My First Sale by Joanna Bourne

I remember Joanna Bourne first was mentioned to me last summer at the RWA convention in Dallas. I was told that this is an author to watch. Unfortunately the books weren’t going to be released until January so in googling, I found that Bourne had written a book, Her Ladyship’s Companion, a gothic romance in the early 80s. I ordered it and at the time, it only cost me a few dollars. They are now selling for $49.50 and up at Amazon. I think it says something about Bourne’s writing that her first book is now suddenly a collectible. She’s a writer to watch, someone whose work, even on her worst day, makes the historical genre better. Her third release, My Lord and Spymaster, is in stores now.

***

Oh man. This takes me back. The first book.

It was a sweet Regency with gothic elements … and doesn’t that tell you this was not just precisely recent?

This was the first fiction I’d written.

I pounded it out on a selectric typewriter. There was something called carbon paper … No. I won’t go there. Suffice it to say this was a long time ago and the woods were full of the cries of mating pterodactyls.

Having painfully tapped out the story, (I swear, it would have been faster to crochet the bloody manuscript.) I set out to sell it.

book review It is difficult to convey the depths of my ignorance. Grand Canyons of naïveté.. Mariana Trenches of nescience. I had never heard of RWA. I was, in the most vague and distant way, aware that writers could have agents, but didn’t have the least idea how to find one.

I had heard, somewhere, that you were supposed to send three chapters. I picked my three favorite chapters. (Just a note — Do not do this. You’re supposed to send in the first three chapters.) Time has mercifully hidden the details. Let us not lift that particular veil.

Synopsis? I had NEVER HEARD of a synopsis.

Do editorial offices sit around at lunch, snickering at the submissions they get? Do they, like, snigger and say, ‘You will not believe what I got in the mail this morning,’ and giggle over the bagels?

The generous folks at Avon did not point out my small errors. They asked to see the whole. Do not tell me there are no kind hearts in the storied bastions of New York publishing. Certainly they took pity on me.

So I sends the whole manuscript off. I took out a calendar and calculated how long it would take the manuscript to get to New York.
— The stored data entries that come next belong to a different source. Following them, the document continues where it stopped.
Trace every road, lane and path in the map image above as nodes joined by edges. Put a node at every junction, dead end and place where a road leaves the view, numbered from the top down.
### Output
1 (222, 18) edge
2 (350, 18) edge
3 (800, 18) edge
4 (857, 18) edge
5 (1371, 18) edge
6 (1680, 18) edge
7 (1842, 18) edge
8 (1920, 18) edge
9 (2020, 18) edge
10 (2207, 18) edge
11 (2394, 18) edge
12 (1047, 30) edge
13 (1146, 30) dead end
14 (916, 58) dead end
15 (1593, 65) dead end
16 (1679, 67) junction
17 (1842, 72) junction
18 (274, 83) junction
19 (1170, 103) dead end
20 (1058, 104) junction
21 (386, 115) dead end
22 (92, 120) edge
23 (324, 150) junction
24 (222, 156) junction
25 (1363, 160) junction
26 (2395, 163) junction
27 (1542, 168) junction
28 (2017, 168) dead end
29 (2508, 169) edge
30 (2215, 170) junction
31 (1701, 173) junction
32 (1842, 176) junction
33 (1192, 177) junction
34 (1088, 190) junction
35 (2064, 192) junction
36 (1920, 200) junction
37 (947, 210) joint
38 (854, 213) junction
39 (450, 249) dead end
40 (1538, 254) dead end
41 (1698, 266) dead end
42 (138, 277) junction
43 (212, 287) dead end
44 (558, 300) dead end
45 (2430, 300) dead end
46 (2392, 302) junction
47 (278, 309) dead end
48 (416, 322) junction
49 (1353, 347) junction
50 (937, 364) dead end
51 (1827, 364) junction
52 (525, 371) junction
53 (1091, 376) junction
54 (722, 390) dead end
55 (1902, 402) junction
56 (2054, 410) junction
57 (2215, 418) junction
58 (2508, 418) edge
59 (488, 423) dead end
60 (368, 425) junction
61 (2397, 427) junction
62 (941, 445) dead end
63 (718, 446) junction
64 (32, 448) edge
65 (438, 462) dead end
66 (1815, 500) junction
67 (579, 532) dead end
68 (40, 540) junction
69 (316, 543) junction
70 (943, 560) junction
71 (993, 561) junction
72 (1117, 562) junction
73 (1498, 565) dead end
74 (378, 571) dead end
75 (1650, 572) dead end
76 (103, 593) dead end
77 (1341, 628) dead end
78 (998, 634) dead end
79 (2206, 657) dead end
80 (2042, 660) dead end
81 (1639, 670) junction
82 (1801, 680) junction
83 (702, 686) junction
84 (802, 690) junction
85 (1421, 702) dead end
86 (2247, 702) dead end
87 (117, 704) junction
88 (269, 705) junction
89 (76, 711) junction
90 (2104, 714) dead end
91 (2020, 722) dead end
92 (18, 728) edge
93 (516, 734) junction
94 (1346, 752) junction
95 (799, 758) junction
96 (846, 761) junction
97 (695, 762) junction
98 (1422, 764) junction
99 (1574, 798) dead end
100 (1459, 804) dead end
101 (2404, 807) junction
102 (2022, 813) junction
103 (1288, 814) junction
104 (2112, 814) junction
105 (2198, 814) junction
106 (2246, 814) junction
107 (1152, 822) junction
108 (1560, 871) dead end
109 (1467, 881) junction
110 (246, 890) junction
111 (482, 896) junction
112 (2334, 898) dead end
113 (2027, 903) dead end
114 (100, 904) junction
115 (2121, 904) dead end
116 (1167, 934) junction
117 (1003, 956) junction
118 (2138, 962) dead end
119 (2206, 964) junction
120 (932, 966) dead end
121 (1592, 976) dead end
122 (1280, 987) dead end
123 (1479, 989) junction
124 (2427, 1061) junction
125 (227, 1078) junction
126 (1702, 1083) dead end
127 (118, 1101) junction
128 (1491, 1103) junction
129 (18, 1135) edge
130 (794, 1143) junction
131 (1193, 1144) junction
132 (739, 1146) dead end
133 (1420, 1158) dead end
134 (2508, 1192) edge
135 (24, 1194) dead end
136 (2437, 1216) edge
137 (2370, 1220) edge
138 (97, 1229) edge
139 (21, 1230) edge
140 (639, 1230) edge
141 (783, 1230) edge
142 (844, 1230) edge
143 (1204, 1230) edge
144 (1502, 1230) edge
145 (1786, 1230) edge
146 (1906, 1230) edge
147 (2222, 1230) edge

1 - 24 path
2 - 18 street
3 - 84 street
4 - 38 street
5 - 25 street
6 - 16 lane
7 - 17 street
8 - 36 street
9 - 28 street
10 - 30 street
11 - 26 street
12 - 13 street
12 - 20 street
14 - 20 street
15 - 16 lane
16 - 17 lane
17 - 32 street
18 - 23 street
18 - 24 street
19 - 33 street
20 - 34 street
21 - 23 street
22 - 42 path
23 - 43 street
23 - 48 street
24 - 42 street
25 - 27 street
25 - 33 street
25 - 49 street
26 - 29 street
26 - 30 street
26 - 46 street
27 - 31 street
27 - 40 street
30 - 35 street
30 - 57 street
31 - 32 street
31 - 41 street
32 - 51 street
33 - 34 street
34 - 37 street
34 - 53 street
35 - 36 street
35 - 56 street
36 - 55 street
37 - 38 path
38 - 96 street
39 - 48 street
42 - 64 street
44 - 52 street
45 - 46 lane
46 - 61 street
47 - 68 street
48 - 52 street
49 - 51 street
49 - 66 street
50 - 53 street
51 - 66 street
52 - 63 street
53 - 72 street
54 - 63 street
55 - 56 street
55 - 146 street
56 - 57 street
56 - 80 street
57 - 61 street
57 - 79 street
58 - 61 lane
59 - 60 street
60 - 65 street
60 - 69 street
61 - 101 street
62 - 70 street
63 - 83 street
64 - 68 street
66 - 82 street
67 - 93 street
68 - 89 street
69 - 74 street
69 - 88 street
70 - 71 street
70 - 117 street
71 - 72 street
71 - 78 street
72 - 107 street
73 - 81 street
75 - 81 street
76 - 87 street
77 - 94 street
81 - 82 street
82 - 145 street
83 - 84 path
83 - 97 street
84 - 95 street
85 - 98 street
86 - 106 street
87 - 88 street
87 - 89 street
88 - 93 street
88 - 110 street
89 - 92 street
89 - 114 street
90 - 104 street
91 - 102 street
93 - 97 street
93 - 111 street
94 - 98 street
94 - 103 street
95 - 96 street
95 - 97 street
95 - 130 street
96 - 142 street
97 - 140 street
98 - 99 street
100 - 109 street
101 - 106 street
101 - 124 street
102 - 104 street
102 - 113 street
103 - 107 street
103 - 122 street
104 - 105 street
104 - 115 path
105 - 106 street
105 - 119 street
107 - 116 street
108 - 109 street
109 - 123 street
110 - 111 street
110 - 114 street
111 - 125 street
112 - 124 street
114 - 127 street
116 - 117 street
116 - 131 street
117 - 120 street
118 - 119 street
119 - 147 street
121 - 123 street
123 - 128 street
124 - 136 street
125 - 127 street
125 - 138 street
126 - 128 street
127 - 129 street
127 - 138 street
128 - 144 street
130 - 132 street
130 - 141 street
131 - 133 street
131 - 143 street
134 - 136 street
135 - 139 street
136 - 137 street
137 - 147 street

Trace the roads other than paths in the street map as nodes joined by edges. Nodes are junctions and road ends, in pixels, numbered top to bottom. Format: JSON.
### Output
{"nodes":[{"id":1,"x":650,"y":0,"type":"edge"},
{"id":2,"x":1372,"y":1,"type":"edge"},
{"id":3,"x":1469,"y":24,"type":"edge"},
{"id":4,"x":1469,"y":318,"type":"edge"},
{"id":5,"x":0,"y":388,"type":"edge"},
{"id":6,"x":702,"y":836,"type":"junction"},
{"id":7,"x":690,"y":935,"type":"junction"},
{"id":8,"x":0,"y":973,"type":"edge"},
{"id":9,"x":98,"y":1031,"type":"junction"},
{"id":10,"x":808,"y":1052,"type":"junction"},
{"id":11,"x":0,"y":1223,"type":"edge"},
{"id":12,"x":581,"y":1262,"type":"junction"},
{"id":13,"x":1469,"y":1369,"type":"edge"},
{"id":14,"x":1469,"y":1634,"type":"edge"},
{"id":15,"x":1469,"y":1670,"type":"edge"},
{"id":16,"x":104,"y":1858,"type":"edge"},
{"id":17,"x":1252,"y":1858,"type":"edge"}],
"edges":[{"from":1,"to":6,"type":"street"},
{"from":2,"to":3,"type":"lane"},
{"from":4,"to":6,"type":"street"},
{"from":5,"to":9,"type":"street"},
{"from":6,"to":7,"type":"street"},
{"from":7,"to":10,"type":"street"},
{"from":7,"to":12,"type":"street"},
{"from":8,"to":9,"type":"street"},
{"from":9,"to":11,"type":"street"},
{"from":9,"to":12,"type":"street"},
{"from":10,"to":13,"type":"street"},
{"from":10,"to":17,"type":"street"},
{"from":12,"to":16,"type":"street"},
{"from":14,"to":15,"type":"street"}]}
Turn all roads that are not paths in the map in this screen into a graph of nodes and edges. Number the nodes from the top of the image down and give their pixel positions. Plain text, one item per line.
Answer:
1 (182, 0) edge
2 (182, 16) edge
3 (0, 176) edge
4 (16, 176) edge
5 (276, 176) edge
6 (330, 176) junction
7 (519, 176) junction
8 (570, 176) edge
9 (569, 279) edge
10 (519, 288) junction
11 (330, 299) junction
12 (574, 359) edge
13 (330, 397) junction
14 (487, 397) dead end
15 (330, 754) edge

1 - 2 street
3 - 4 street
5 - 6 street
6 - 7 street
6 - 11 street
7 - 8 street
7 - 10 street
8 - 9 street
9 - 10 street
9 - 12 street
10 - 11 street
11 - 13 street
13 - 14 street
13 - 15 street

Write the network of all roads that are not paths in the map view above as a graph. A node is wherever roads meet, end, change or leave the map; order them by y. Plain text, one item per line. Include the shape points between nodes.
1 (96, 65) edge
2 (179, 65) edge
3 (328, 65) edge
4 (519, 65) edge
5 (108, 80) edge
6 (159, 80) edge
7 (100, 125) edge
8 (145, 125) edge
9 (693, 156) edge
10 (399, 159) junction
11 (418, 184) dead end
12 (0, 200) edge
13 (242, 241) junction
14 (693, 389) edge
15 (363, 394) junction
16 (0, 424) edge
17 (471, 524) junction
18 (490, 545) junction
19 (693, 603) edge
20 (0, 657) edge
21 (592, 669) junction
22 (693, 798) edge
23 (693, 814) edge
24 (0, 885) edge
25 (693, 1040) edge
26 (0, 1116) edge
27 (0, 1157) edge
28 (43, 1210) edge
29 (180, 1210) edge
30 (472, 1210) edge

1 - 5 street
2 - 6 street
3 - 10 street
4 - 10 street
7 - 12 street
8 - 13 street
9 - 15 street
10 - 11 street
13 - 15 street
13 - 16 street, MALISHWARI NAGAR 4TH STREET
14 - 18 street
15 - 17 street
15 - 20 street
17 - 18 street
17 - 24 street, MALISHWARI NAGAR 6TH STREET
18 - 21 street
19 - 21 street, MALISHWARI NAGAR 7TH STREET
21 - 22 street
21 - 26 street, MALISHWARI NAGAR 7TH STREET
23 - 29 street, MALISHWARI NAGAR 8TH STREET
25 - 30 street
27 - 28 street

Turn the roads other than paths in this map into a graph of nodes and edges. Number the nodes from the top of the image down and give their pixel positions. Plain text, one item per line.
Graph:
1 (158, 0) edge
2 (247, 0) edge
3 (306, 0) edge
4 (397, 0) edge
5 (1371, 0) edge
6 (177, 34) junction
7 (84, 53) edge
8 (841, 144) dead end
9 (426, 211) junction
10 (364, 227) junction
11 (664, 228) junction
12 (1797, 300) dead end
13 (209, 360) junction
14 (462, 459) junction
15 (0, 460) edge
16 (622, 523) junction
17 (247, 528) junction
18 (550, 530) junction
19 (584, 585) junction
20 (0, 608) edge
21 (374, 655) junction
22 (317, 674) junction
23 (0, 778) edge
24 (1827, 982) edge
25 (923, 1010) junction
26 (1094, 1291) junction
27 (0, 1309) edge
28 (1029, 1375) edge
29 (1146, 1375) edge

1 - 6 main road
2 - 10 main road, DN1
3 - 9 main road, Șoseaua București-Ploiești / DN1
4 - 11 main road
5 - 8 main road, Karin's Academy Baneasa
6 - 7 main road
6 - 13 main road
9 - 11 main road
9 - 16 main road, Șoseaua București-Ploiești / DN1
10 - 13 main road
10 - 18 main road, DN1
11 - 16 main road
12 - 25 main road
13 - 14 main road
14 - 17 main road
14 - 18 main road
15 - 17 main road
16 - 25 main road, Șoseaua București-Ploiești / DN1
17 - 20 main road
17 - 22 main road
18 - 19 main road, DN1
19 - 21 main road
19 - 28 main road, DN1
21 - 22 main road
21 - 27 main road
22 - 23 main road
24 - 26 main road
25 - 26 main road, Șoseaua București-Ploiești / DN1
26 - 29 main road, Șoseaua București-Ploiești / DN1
Then I figured they’d have two or three manuscripts sitting on their desk they had to read first. Maybe — I stretched my imagination — maybe they’d have five or ten in the queue in front of them. I should hear back in about three weeks. Right? Maybe a month.

Long month for me. Many trips into town to the post office. Much interrogation of patient postal clerks. At the end of the second month I was perfectly certain something had happened to my manuscript. Sea monsters, ravaging New York. Mothra. Train robbers, making off with the mail. Pod people.

“I’ll call,” says I to myself, “and ask.” Grabbing destiny by both ears and the tail, I marched off and called Avon. I asked to speak to the Editorial Assistant. This would be, I knew, a woman of power and competence.

“Hi,” says I. “I’m Joanna Bourne and I sent you in a manuscript …” I consult my notes. They are in a spiral bound notebook. I was — really, things do not change all that much, do they? — clueless, but organized. “Seven weeks ago. It’s –”

“Wait a minute. I’ll … ” Puzzlement in the voice. There was a brief silence.

Then a new pickup clicked on the phone. “I was just about to call you,” the editor says. “Right this minute. We want to buy your book.”

So I never actually got the call. I made it.

I do remember being unable to string together a coherent sentence. Are editors used to filling in the pauses in the author’s, “oh my. Oh my. Wow. Gee. Oh wow …” with small talk? Do editors just take it on faith they don’t have a fumble-minded nitwit on the other end of the line? Certainly I must have sounded like one.

They were willing to pay me money for my writing. Folks would read about the world I’d created and bring my characters alive.

I was flabbergasted and scared and didn’t really believe any of this was real. That hasn’t changed yet, but at least now I’m coherent on the telephone.